Mass protest works—but only when, as in Tunisia, it strikes fear in the hearts of powerful, fear that they will lose their power. The Tunisian revolution has been able to do that because this movement united the whole working class behind demands that are in the interests of all. It arose initially over protests about unemployment, and some of the first slogans were “Work for all” and “Down with the high costs of living”. As Rosa Luxemburg pointed out in her description of mass strikes over a century ago, political demands, such as the demand to get rid of Ben Ali, arise out of economic demands in a mass strike movement, and in turn political victories lay the basis for broader economic demands.
The Tunisian movement also frightens the rulers because it is independent of the existing parties and institutions. It is not led by parties or unions whose leaders can then channel or betray the movement. Instead the movement has seized control of existing organizations at the base, turning union locals into mobilization points, against the will of the top union officials and repeatedly forcing those officials to take more and more radical stands to catch up with a movement that they do not lead.
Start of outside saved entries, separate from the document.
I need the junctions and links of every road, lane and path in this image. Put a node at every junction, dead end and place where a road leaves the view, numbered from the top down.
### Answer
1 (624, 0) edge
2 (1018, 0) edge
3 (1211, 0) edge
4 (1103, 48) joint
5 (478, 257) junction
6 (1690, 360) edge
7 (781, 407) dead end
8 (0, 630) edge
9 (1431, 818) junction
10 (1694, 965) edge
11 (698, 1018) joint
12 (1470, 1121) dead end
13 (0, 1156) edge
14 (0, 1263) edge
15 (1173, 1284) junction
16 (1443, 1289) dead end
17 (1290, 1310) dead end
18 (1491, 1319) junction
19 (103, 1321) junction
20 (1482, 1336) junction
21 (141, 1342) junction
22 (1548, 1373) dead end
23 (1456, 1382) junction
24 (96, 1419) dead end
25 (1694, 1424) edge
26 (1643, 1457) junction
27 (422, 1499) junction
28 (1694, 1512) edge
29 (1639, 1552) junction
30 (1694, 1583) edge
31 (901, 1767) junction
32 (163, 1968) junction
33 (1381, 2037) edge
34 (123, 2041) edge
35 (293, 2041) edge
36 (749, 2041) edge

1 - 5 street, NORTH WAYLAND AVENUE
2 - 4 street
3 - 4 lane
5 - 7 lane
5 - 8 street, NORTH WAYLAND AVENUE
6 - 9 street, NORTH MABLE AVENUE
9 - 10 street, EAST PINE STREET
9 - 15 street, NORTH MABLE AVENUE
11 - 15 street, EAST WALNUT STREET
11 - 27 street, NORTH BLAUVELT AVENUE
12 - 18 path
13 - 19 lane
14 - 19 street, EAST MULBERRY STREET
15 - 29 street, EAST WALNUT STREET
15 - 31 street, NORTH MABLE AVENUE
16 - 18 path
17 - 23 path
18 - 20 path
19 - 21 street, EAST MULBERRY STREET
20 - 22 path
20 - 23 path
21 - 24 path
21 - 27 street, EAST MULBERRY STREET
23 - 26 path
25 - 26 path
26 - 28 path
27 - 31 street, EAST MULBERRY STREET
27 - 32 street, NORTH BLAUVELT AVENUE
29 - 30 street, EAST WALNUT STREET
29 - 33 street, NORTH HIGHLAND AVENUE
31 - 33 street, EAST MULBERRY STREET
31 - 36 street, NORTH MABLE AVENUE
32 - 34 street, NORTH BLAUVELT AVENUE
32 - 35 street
Third, this movement generates concessions because it poses offensive demands, demands to improve the situation, not just to resist previous cuts. The demand of “work for all” is particularly effective and stands in sharp contrast to the far more cautious defensive demands of “no cuts” that have been raised with far fewer results in Europe and the US. These demands make the rulers worry—what will they be demanding next?
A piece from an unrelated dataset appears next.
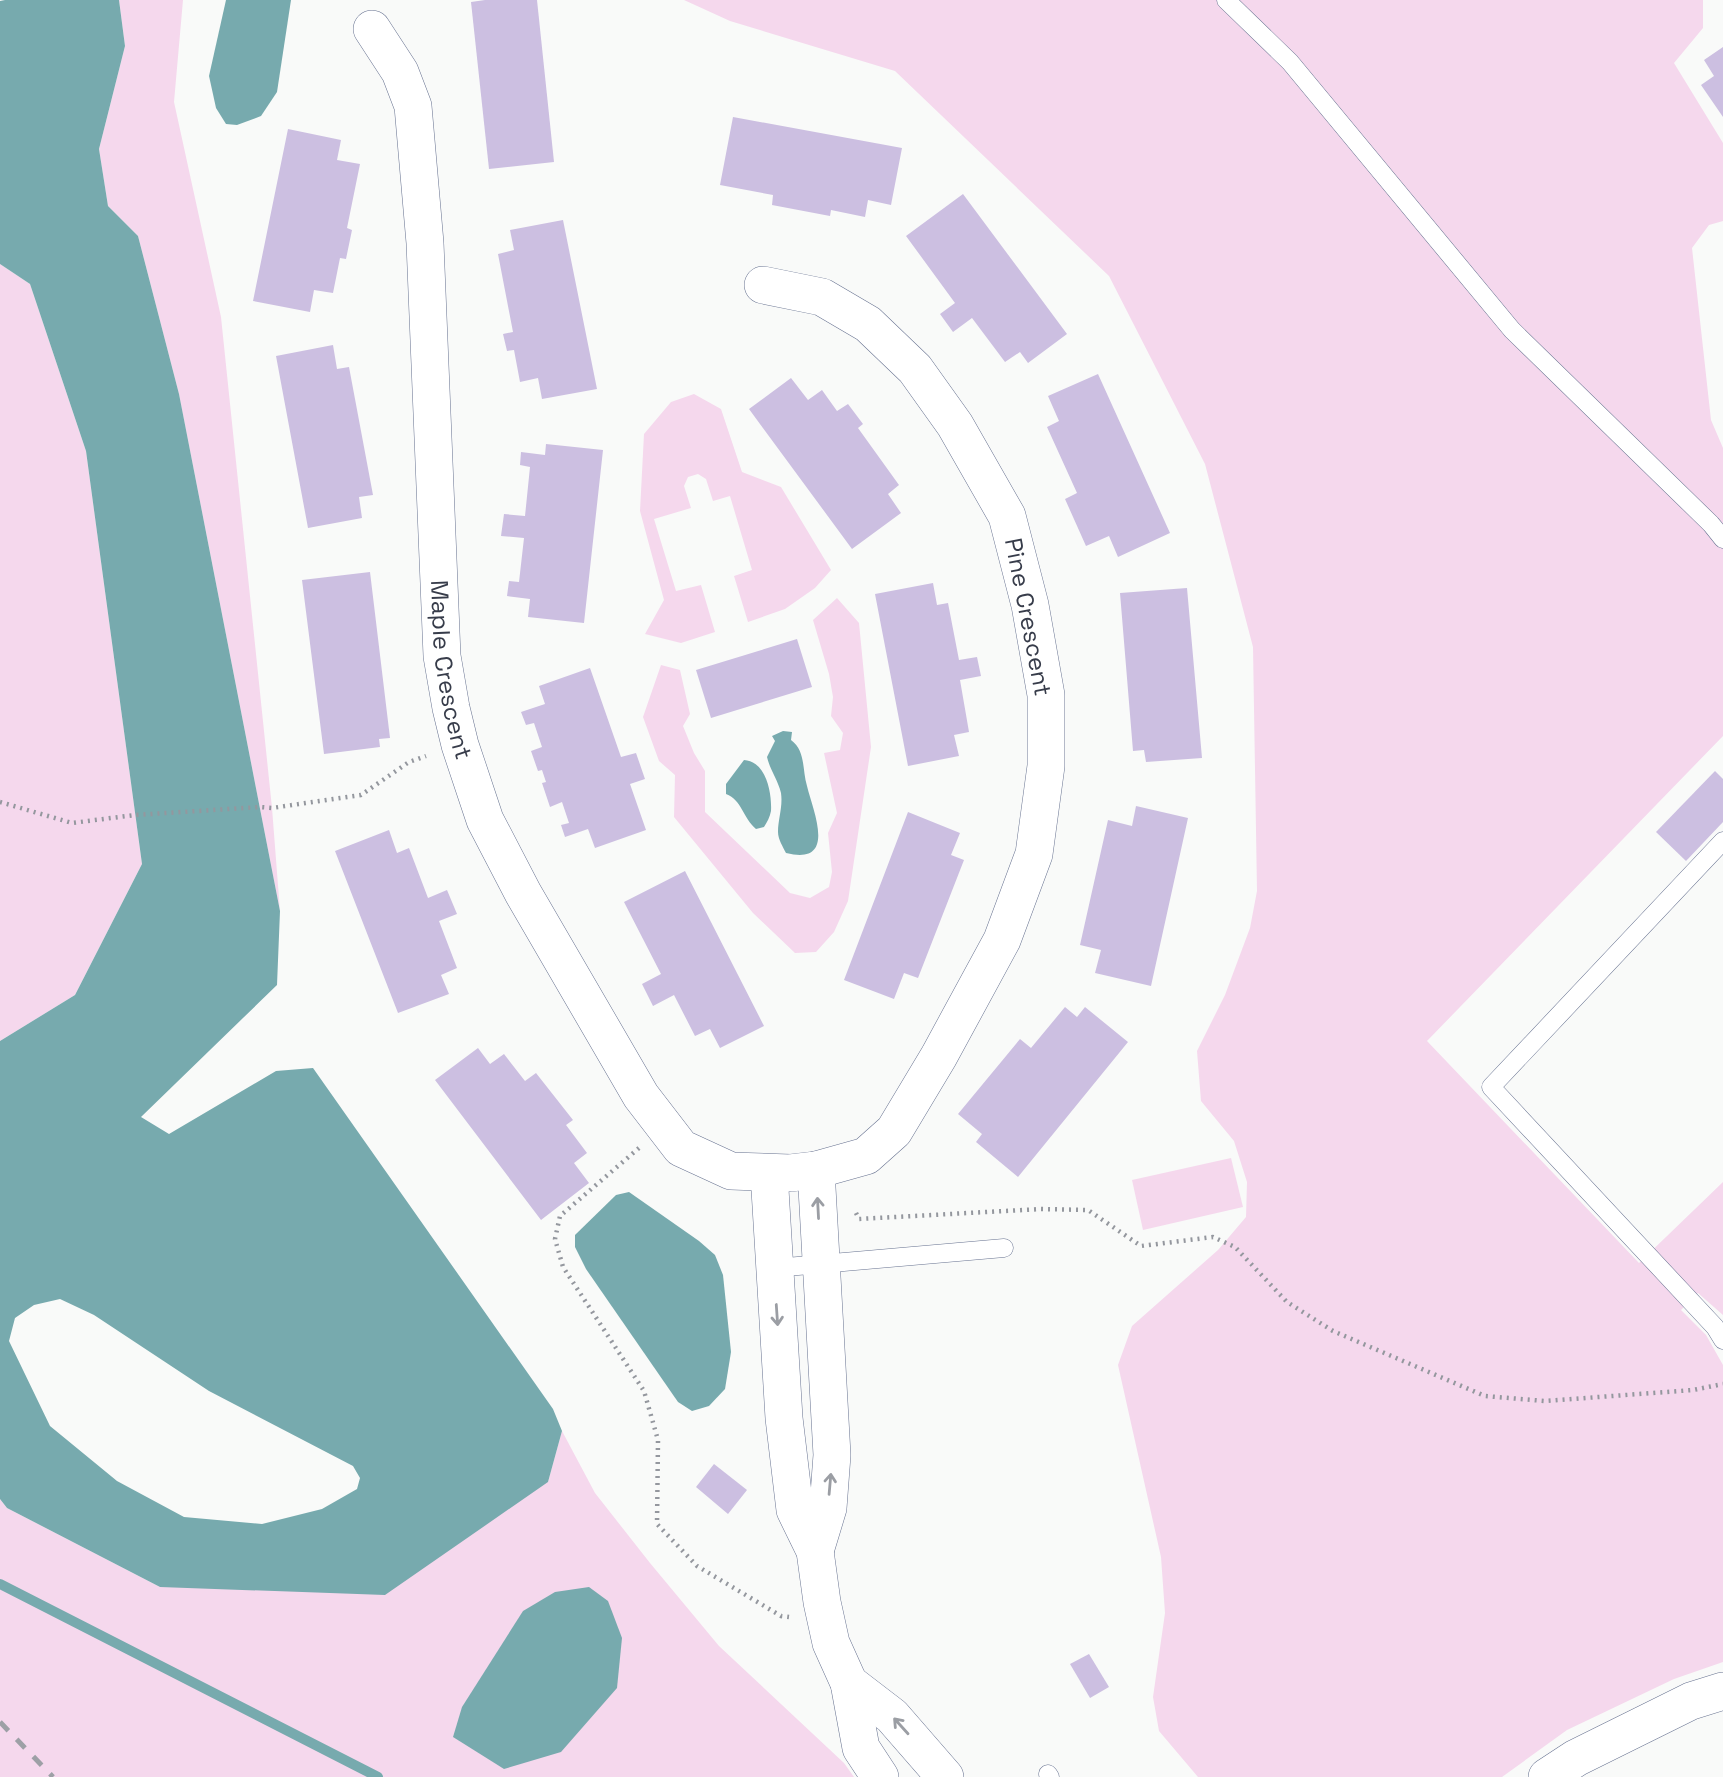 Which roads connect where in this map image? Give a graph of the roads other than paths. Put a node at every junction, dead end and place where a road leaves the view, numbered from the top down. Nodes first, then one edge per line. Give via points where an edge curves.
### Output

The impact of the Tunisian revolution will unquestionably spread not only through the Arabic-speaking region, where protests have broken out in Algeria, Egypt, Jordan and Yemen, but also to France, where 600,000 Tunisians have gone to live, and which shares a language that most Tunisians speak. Many Tunisians also speak Italian, so links exist to Italy as well.
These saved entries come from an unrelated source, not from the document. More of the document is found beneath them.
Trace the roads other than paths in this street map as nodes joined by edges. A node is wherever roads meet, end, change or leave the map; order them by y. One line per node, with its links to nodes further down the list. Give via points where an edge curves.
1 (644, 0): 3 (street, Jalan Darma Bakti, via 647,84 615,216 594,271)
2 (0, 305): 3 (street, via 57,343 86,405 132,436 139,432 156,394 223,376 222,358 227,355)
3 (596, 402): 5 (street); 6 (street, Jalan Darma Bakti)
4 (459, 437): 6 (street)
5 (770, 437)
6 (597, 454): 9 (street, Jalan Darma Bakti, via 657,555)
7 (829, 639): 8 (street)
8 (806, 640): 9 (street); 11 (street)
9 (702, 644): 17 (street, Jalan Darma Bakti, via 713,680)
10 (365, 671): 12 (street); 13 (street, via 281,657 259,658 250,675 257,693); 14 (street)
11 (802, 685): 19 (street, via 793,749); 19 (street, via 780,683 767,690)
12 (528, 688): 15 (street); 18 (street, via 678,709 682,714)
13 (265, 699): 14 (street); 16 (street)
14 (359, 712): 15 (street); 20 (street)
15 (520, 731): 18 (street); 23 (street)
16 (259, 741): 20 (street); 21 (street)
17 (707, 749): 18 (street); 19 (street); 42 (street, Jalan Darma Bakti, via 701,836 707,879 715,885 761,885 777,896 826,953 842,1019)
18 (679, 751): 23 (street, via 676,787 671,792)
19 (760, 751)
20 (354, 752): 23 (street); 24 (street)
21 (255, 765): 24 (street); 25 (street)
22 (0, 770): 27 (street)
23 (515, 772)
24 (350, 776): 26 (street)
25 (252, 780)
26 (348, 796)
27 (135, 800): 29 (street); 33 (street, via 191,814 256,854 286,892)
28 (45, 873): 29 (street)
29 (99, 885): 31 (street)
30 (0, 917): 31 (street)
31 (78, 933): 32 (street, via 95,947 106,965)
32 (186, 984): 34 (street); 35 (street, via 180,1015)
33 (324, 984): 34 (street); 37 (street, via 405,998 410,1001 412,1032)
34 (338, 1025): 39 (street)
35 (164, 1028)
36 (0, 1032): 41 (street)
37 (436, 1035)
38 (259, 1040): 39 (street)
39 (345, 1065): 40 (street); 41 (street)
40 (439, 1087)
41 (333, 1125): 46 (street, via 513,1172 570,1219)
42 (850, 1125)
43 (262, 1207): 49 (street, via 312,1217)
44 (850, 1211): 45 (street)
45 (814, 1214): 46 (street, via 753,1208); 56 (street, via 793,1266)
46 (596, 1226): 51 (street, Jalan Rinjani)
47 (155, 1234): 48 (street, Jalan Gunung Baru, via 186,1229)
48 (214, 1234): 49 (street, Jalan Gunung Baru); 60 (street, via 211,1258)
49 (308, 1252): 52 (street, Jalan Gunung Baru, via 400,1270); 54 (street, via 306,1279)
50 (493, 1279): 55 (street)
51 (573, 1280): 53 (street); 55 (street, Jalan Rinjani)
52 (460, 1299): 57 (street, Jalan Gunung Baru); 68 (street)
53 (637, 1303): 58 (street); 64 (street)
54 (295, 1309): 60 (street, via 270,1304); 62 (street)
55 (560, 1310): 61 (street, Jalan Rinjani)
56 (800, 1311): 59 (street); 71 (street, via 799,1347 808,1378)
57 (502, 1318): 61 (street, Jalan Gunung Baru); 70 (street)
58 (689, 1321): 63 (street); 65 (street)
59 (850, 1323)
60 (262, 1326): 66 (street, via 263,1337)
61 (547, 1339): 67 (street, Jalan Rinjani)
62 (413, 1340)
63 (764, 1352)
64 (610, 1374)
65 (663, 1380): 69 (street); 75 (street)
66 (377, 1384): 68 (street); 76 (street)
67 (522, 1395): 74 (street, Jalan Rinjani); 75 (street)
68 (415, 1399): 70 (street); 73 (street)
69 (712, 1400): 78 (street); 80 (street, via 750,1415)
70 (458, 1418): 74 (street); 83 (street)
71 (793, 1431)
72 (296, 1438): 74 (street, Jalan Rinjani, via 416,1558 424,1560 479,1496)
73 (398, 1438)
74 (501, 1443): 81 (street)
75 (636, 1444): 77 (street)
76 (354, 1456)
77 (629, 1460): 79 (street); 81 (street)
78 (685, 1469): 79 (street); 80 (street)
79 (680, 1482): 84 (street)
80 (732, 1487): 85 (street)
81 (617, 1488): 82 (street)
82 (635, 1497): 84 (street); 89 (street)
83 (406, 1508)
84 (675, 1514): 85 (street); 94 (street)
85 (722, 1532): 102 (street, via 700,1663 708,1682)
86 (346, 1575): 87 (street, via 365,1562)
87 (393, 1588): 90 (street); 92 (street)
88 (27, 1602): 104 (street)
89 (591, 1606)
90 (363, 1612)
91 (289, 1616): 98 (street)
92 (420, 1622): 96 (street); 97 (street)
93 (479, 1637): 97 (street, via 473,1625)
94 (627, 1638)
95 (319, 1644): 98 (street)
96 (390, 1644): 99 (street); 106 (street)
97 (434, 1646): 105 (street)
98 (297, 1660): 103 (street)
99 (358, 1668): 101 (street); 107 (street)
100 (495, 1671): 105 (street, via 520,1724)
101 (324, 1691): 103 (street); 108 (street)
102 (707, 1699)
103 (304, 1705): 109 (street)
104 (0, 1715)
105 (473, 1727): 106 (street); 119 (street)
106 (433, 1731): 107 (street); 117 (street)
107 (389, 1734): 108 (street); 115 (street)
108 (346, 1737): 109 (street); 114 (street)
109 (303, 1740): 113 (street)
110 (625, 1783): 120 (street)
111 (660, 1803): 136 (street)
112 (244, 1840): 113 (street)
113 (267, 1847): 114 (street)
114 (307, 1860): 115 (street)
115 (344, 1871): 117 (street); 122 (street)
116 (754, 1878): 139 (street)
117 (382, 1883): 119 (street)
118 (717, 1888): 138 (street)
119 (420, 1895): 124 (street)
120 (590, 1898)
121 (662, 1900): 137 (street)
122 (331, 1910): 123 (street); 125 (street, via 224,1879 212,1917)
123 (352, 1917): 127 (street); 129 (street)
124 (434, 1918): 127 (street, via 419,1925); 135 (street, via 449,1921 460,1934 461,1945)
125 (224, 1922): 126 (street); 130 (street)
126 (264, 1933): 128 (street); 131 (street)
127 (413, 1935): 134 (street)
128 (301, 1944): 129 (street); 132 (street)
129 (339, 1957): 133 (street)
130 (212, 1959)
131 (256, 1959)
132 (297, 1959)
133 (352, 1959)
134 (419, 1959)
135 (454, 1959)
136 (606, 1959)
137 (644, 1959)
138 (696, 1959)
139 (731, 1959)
Of course ultimate victory in Tunisia is far from assured. For the Tunisian revolution to advance, it must be able to create independent, nationwide democratic organizations that can press for its central demands and make them more concrete. Already, popular committees have sprung up in neighborhoods, often taking charge of security. But with the return of exiled opposition parties, such committees will have to be able to elect delegates to city-wide and national workers’ assemblies that maintain their independence from the existing parties. The threat to the revolution is that the upcoming elections will channel the movement into support for those existing parties that do not question the system as a whole. The challenge is to create a democratic organization that can participate independently in elections as well, running candidates behind its own demands.
The issues that the Tunisian workers face are not in the least unique to them—they are faced by workers around the world. Nor is their response particular to that country. The demand of Work for all—jobs for all; the concrete demand for a public works program with direct government employment is one that addresses the needs of workers everywhere. The Tunisian revolution, still young and at its earliest stages, shows that this demand can become a relying cry globally for a united movement that can win great victories.